Morgan TidelandsMorgan Tidelands

Beachcombers and birdwatchers can now enjoy longer west-side beach walks on nature-rich Sunset Beach thanks to a private donation to the Whidbey Camano Land Trust. Over 16-acres of undeveloped tidelands will link two existing publicly-owned tideland tracts and create a continuous 2.2 mile public access resource.

Long time Oak Harbor resident, Beatrice Morgan, donated 19 undeveloped tideland lots that extend more than a quarter mile along the Strait of Juan de Fuca near West Beach and Fort Nugent roads.

In the early 1970’s, her now deceased husband, Hubert, designed and developed the nearby Sea View subdivision along West Beach Road. As part of his design, Morgan separated the 16.5-acres of tidelands from the residential lots on the west side of West Beach Road. After his death in 2003, Beatrice Morgan held onto the strip of beach access, and with the help of her son, Robert, decided to donate it to the Land Trust.

“We bought that land around 1954 and Hubert developed some of it but he left the beach and bluff untouched,” Beatrice Morgan said. “We used to take our two young grandsons to enjoy that land years ago, but we haven’t visited it in years. I’m glad that the public will be able to use it.”

The important stretch of land has beach and steep feeder bluffs that are home to a variety of sea and shorebirds. The land is situated about a half mile northwest of the Land Trust’s Del Fairfax Forest Preserve. It can be accessed about one mile north along West Beach Road. Public ownership will ensure future generations of beach walkers and naturalists will not be blocked from the area by owners who may not want the public on their private tidelands.

Securing public access to tidelands is a high priority for us because it provides more opportunities for the public to experience the range of habitats found on the County’s islands.

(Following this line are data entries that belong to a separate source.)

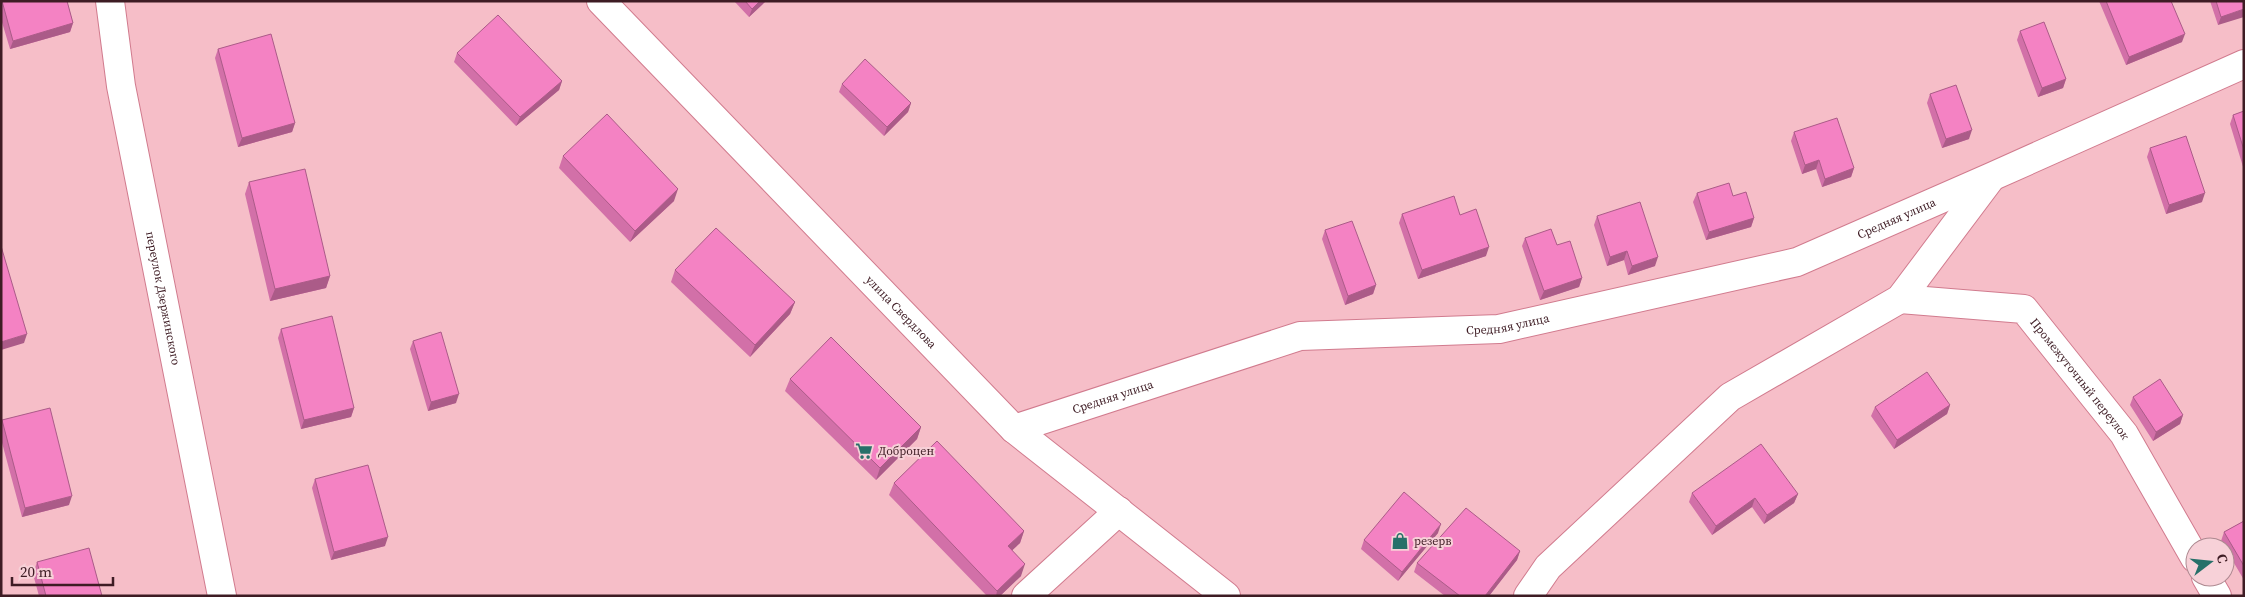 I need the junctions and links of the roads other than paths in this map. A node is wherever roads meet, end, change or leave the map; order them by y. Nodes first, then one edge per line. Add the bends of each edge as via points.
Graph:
1 (110, 1) edge
2 (601, 1) edge
3 (2244, 64) edge
4 (1991, 177) junction
5 (1900, 299) junction
6 (1014, 429) junction
7 (1119, 511) junction
8 (2185, 541) edge
9 (222, 596) edge
10 (1026, 596) edge
11 (1226, 596) edge
12 (1528, 596) edge

1 - 9 street, переулок Дзержинского via 121,86
2 - 6 street, улица Свердлова
3 - 4 street, Средняя улица
4 - 5 street, Средняя улица
4 - 6 street, Средняя улица via 1797,262 1499,329 1300,336
5 - 8 street, Промежуточный переулок via 2024,310 2124,434
5 - 12 street, Средняя улица via 1730,397 1548,566
6 - 7 street, улица Свердлова
7 - 10 street
7 - 11 street, улица Свердлова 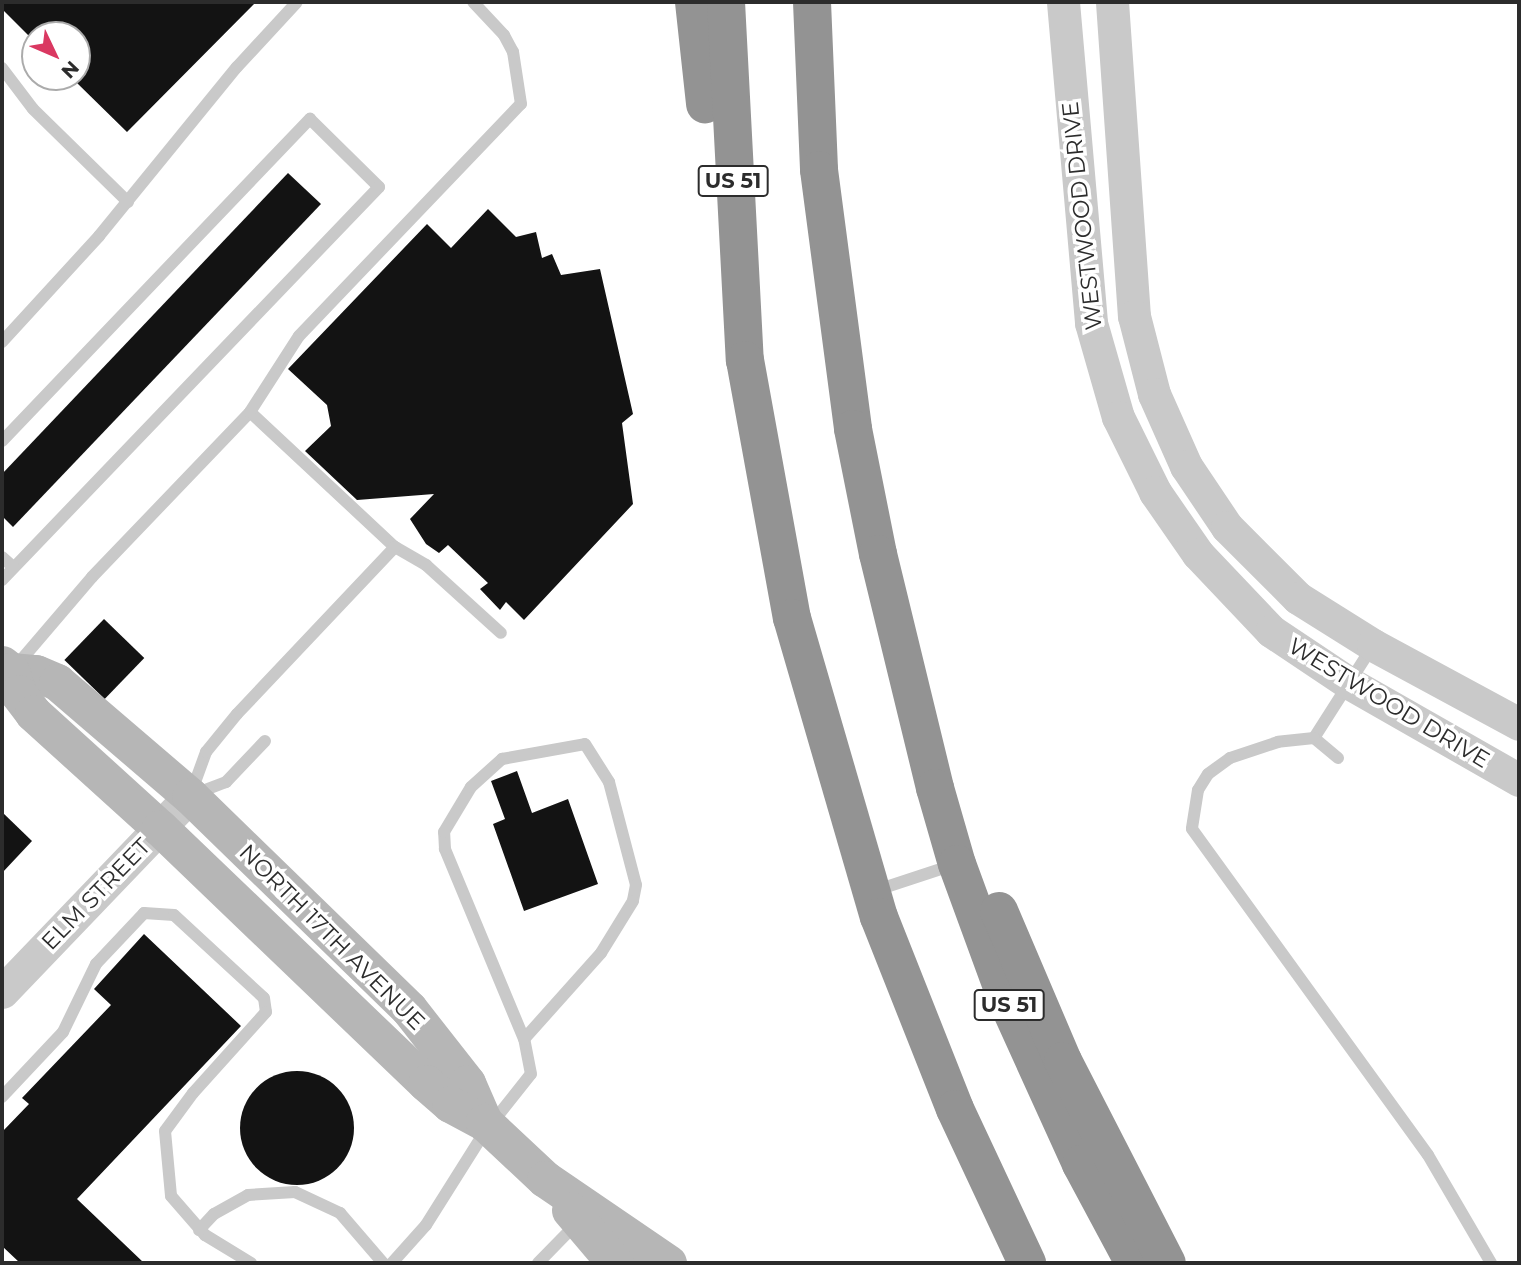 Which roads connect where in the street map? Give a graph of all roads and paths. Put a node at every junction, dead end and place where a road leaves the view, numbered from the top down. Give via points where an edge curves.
1 (297, 2) edge
2 (474, 2) edge
3 (694, 2) edge
4 (726, 2) edge
5 (812, 2) edge
6 (832, 2) edge
7 (1063, 2) edge
8 (1112, 2) edge
9 (2, 68) edge
10 (128, 202) junction
11 (834, 289) junction
12 (2, 342) edge
13 (745, 360) junction
14 (250, 412) junction
15 (2, 441) edge
16 (395, 547) junction
17 (2, 557) edge
18 (13, 567) junction
19 (2, 580) edge
20 (501, 633) dead end
21 (1373, 645) junction
22 (6, 668) edge
23 (1349, 683) junction
24 (1519, 724) edge
25 (922, 733) junction
26 (1314, 738) junction
27 (265, 741) dead end
28 (1338, 758) dead end
29 (1519, 780) edge
30 (190, 796) junction
31 (160, 828) junction
32 (957, 864) junction
33 (870, 892) junction
34 (2, 992) edge
35 (524, 1039) junction
36 (2, 1097) edge
37 (487, 1125) junction
38 (545, 1179) junction
39 (579, 1221) junction
40 (199, 1230) junction
41 (251, 1263) edge
42 (383, 1263) edge
43 (392, 1263) edge
44 (538, 1263) edge
45 (615, 1263) edge
46 (668, 1263) edge
47 (1027, 1263) edge
48 (1134, 1263) edge
49 (1167, 1263) edge
50 (1491, 1263) edge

“This generous donation assures that current and future generations will always have access to this remarkable beach,” said Dyanne Sheldon, Land Trust board member. “The shoreline’s steep bluffs are a distinct and fragile habitat, and we want to remind beach walkers to ‘tread lightly’ on their visits to help keep this delicate habitat intact and functioning as a place for all to enjoy.”

About a third of Island County’s 214-acres of marine shoreline is publicly owned and accessible by the public.

Libbey Beach Tidelands

Libbey Beach Park is a great place to picnic, walk, explore the diverse nearshore environment and observe a wide variety of shorebirds. And now, with the Land Trust’s purchase of 1,200 feet of private tidelands donated to Island County as an addition to the Libbey Beach County Park, community members will have even more to enjoy.

Nearshore birds seen along the beach include Harlequin Ducks that feed just offshore, Black Oystercatchers feeding on the rocks at low tides, and Double-crested Cormorants, Common and Red-Throated Loons, Horned and Western Grebes, Surf Scoters, gulls and more.

Island County is encircled by 221 miles of shoreline – nearly 9% of all shoreline in Puget Sound. Less than 50% of its tidelands are publicly owned. There are 44 publicly-owned properties in the County that provide saltwater access to the beach. However, acquiring additional public beach access and tidelands remains a high priority. Tidelands are the strip of land between ordinary low water and ordinary high water. They are part of a very diverse and vital nearshore habitat that provide a rich and abundant source of food and shelter for large numbers of fish and wildlife species.